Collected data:
• • • • •

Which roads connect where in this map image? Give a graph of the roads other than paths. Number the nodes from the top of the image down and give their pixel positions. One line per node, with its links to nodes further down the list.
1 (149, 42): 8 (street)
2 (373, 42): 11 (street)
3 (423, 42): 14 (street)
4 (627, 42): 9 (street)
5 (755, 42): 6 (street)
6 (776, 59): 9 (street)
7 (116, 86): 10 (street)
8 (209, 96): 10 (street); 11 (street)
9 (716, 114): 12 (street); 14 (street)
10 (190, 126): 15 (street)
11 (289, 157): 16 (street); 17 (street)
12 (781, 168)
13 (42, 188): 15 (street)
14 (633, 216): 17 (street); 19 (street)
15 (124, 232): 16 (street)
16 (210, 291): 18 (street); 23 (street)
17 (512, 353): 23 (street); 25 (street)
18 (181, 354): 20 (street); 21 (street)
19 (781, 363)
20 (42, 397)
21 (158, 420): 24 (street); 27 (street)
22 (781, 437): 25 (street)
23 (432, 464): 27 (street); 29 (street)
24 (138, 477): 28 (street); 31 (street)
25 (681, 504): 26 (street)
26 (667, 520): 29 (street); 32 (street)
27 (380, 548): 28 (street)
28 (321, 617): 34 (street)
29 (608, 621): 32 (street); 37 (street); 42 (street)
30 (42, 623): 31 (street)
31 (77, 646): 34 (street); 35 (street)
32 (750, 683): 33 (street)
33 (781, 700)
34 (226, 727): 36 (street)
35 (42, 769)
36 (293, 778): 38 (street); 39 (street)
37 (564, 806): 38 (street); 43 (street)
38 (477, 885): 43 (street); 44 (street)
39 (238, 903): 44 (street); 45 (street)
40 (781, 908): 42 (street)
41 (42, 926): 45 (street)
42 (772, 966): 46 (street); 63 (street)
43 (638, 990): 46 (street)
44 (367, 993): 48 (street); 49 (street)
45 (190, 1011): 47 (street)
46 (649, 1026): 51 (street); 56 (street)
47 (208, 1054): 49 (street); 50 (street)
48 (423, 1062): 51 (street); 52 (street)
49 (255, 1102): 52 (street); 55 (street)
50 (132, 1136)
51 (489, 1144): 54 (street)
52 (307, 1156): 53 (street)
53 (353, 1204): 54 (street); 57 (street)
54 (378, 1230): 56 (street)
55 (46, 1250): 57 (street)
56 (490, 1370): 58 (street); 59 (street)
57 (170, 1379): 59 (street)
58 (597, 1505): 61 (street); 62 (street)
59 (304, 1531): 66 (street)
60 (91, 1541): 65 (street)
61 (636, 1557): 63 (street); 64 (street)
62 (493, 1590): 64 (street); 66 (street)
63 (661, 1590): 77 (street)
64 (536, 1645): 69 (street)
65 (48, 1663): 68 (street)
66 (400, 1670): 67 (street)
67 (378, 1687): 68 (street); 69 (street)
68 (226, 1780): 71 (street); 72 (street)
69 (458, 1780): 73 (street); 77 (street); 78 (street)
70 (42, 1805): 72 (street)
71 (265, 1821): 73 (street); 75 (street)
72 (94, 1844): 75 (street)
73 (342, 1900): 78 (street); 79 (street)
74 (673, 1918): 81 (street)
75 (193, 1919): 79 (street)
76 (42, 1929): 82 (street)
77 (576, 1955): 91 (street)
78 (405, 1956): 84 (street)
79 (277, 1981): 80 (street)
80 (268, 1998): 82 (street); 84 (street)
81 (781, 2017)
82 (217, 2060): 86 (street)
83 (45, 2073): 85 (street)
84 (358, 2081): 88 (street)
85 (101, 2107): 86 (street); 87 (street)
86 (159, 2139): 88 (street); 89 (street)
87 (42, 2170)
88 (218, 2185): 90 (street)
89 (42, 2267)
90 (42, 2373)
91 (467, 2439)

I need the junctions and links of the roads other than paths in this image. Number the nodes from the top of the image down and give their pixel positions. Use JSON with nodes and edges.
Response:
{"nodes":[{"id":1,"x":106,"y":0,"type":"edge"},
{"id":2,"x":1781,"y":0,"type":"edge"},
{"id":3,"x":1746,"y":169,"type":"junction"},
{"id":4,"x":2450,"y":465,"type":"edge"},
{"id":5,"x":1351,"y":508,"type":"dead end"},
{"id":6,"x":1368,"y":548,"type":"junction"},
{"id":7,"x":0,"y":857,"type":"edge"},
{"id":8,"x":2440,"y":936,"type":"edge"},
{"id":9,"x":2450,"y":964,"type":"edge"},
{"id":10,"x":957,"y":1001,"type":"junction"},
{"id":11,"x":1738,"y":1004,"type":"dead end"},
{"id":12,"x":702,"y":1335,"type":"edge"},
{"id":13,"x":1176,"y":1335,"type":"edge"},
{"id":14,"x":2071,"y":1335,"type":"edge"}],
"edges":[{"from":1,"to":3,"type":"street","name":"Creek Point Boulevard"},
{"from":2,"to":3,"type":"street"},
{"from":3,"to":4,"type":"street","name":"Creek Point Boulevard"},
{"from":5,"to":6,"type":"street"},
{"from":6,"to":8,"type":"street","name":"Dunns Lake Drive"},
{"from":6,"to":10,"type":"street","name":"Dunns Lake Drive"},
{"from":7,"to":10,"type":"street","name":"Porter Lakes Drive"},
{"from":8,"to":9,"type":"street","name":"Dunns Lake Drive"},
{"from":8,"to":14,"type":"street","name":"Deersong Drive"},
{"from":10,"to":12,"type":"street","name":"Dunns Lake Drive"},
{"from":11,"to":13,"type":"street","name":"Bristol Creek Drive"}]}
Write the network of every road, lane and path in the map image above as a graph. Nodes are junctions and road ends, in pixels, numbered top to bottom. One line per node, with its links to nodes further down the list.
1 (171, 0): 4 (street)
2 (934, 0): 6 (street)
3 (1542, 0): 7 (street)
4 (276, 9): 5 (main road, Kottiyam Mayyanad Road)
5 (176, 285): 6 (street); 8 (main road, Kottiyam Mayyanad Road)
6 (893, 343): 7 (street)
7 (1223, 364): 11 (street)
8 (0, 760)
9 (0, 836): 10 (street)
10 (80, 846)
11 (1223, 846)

• • • • •

WHAT THIS TASK INVOLVES:
Lines from the entries that contain the string "graph" must be found and copied.

ANSWER BOX:
Which roads connect where in this map image? Give a graph of the roads other than paths. Number the nodes from the top of the image down and give their pixel positions. One line per node, with its links to nodes further down the list.
Write the network of every road, lane and path in the map image above as a graph. Nodes are junctions and road ends, in pixels, numbered top to bottom. One line per node, with its links to nodes further down the list.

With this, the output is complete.